Exercise data START

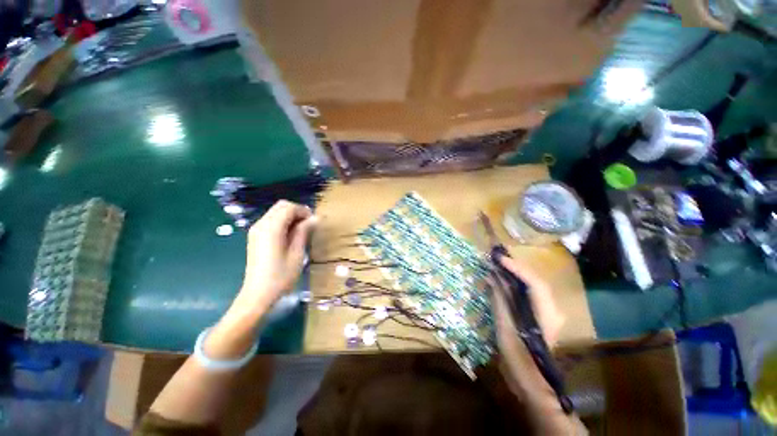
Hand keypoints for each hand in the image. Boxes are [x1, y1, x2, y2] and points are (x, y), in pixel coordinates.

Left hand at [207, 201, 316, 358]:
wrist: (257, 295)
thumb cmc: (281, 276)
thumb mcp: (297, 253)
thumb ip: (304, 232)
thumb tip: (315, 218)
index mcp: (271, 228)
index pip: (288, 207)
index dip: (303, 211)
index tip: (314, 221)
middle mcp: (261, 225)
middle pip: (281, 206)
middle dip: (297, 211)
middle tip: (309, 224)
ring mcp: (256, 230)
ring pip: (276, 212)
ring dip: (290, 216)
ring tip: (302, 230)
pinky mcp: (255, 237)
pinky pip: (271, 221)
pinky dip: (283, 222)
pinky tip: (290, 235)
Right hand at [491, 256, 564, 381]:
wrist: (532, 382)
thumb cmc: (518, 357)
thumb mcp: (505, 328)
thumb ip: (500, 300)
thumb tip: (492, 278)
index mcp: (546, 314)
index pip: (534, 282)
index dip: (516, 268)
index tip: (499, 259)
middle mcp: (551, 309)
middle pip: (535, 281)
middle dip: (516, 267)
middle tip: (497, 258)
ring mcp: (547, 313)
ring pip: (532, 286)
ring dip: (516, 274)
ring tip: (499, 265)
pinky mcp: (540, 316)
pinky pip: (528, 294)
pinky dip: (516, 284)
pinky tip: (503, 281)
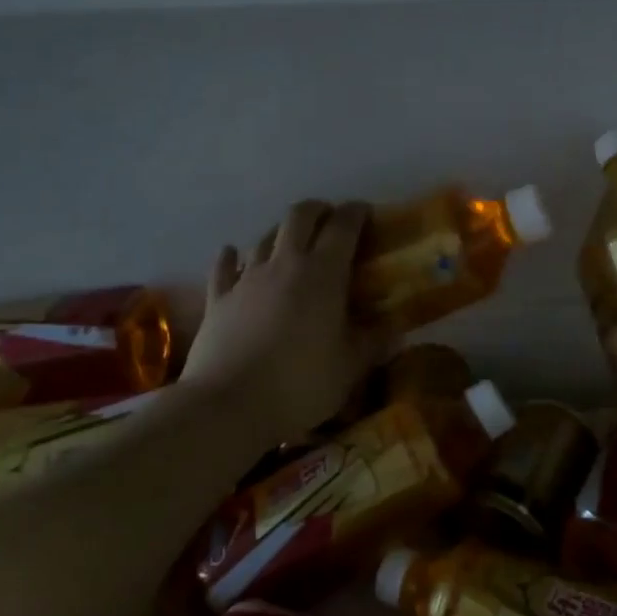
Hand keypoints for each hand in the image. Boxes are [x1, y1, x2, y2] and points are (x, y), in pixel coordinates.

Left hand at [179, 200, 384, 447]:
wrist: (228, 405)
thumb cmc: (300, 383)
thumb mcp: (351, 367)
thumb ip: (375, 342)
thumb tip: (398, 328)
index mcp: (323, 273)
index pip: (343, 225)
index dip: (357, 213)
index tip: (367, 213)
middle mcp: (285, 263)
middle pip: (299, 216)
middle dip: (318, 210)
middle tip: (331, 222)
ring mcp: (247, 278)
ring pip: (265, 237)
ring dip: (282, 233)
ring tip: (293, 246)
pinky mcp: (218, 298)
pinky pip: (224, 266)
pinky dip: (232, 257)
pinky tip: (233, 255)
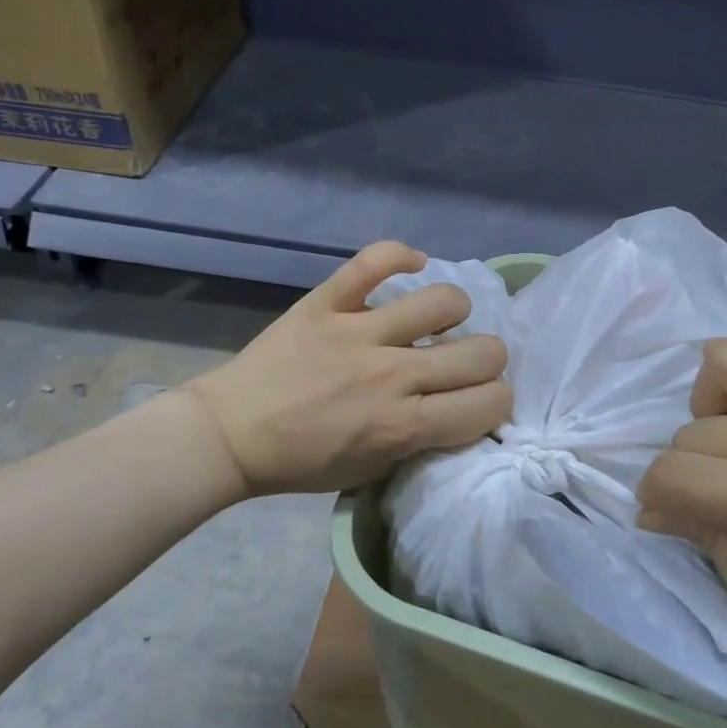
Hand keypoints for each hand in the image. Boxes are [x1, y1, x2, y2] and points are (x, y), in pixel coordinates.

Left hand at [184, 242, 512, 498]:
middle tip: (460, 366)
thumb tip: (456, 407)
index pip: (492, 402)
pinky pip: (375, 260)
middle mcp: (394, 375)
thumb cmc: (303, 462)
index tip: (478, 401)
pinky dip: (399, 256)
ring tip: (433, 323)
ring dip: (451, 313)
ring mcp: (360, 332)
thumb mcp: (373, 471)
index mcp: (405, 425)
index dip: (495, 402)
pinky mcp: (328, 301)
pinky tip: (409, 266)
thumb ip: (421, 439)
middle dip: (487, 362)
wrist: (230, 435)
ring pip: (444, 301)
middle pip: (485, 352)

Exercise data END

= Task item =
Copy the records above from the first line through the line containing "ring tip: (499, 265)", both included, and leave out any pictures.

= Exercise output =
Hand keypoints for each hand in the image. Boxes are [x1, y1, x2, y2] and points are (x, y), in pixel coordinates.

Left hand at [207, 201, 316, 358]:
wrist: (257, 295)
thumb cmc: (281, 276)
thumb mcp: (297, 253)
thumb ip: (304, 232)
thumb tip: (315, 218)
index mcp: (271, 228)
index pip: (288, 207)
index dip: (303, 211)
index tip: (314, 221)
middle mcp: (261, 225)
middle pip: (281, 206)
middle dip: (297, 211)
middle tip: (309, 224)
ring mcp: (256, 230)
ring pip: (276, 212)
ring dip: (290, 216)
ring tip: (302, 230)
pinky mcp: (255, 237)
pinky pip: (271, 221)
pinky dip: (283, 222)
pinky tip: (290, 235)
Right hand at [491, 256, 564, 381]:
wrist: (532, 382)
thumb cmc: (518, 357)
thumb mcp: (505, 328)
thumb ip: (500, 300)
thumb tip: (492, 278)
index mcp: (546, 314)
index pip: (534, 282)
index dip: (516, 268)
index tip: (499, 259)
middle mcp: (551, 309)
middle pip: (535, 281)
middle dip: (516, 267)
middle tip: (497, 258)
ring mcp: (547, 313)
ring pip: (532, 286)
ring dip: (516, 274)
ring tip: (499, 265)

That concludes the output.